EXERCISE REQUIREMENTS: Copy out the records below exactly as they appear.
───── DATASET RECORDS ─────
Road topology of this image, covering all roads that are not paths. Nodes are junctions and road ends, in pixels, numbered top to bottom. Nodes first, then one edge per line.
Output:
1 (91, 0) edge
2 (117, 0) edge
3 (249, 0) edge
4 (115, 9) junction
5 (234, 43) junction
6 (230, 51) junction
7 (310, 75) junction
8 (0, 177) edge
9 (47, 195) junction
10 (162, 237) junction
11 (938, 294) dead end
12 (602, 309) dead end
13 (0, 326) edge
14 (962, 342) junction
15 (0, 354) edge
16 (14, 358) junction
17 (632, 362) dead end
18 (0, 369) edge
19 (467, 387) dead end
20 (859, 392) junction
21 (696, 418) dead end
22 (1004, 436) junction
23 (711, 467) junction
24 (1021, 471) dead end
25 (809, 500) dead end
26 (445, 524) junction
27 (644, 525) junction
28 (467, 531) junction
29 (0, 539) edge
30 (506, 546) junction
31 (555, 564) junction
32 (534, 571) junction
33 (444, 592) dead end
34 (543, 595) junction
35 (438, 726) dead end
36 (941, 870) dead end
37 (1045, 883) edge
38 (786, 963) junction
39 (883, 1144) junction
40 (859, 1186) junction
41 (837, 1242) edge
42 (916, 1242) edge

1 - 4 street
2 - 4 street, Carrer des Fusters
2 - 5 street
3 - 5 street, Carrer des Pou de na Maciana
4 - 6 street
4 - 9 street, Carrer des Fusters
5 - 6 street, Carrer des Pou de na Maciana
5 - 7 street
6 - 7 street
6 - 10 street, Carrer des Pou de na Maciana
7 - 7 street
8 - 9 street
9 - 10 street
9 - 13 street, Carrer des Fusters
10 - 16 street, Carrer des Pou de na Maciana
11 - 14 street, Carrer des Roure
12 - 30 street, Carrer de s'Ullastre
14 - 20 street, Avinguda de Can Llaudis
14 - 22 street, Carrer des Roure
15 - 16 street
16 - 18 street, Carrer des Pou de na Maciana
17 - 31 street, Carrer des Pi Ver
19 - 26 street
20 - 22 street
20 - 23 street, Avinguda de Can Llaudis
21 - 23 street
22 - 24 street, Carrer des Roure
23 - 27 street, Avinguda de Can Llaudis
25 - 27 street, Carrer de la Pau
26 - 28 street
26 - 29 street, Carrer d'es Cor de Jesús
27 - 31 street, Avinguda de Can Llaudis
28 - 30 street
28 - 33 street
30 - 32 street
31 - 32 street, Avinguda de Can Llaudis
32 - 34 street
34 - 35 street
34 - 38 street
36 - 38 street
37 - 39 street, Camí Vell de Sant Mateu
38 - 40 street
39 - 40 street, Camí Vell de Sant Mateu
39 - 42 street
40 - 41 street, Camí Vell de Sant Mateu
─────
OUTPUT FOR THIS TASK:
Road topology of this image, covering all roads that are not paths. Nodes are junctions and road ends, in pixels, numbered top to bottom. Nodes first, then one edge per line.
Output:
1 (91, 0) edge
2 (117, 0) edge
3 (249, 0) edge
4 (115, 9) junction
5 (234, 43) junction
6 (230, 51) junction
7 (310, 75) junction
8 (0, 177) edge
9 (47, 195) junction
10 (162, 237) junction
11 (938, 294) dead end
12 (602, 309) dead end
13 (0, 326) edge
14 (962, 342) junction
15 (0, 354) edge
16 (14, 358) junction
17 (632, 362) dead end
18 (0, 369) edge
19 (467, 387) dead end
20 (859, 392) junction
21 (696, 418) dead end
22 (1004, 436) junction
23 (711, 467) junction
24 (1021, 471) dead end
25 (809, 500) dead end
26 (445, 524) junction
27 (644, 525) junction
28 (467, 531) junction
29 (0, 539) edge
30 (506, 546) junction
31 (555, 564) junction
32 (534, 571) junction
33 (444, 592) dead end
34 (543, 595) junction
35 (438, 726) dead end
36 (941, 870) dead end
37 (1045, 883) edge
38 (786, 963) junction
39 (883, 1144) junction
40 (859, 1186) junction
41 (837, 1242) edge
42 (916, 1242) edge

1 - 4 street
2 - 4 street, Carrer des Fusters
2 - 5 street
3 - 5 street, Carrer des Pou de na Maciana
4 - 6 street
4 - 9 street, Carrer des Fusters
5 - 6 street, Carrer des Pou de na Maciana
5 - 7 street
6 - 7 street
6 - 10 street, Carrer des Pou de na Maciana
7 - 7 street
8 - 9 street
9 - 10 street
9 - 13 street, Carrer des Fusters
10 - 16 street, Carrer des Pou de na Maciana
11 - 14 street, Carrer des Roure
12 - 30 street, Carrer de s'Ullastre
14 - 20 street, Avinguda de Can Llaudis
14 - 22 street, Carrer des Roure
15 - 16 street
16 - 18 street, Carrer des Pou de na Maciana
17 - 31 street, Carrer des Pi Ver
19 - 26 street
20 - 22 street
20 - 23 street, Avinguda de Can Llaudis
21 - 23 street
22 - 24 street, Carrer des Roure
23 - 27 street, Avinguda de Can Llaudis
25 - 27 street, Carrer de la Pau
26 - 28 street
26 - 29 street, Carrer d'es Cor de Jesús
27 - 31 street, Avinguda de Can Llaudis
28 - 30 street
28 - 33 street
30 - 32 street
31 - 32 street, Avinguda de Can Llaudis
32 - 34 street
34 - 35 street
34 - 38 street
36 - 38 street
37 - 39 street, Camí Vell de Sant Mateu
38 - 40 street
39 - 40 street, Camí Vell de Sant Mateu
39 - 42 street
40 - 41 street, Camí Vell de Sant Mateu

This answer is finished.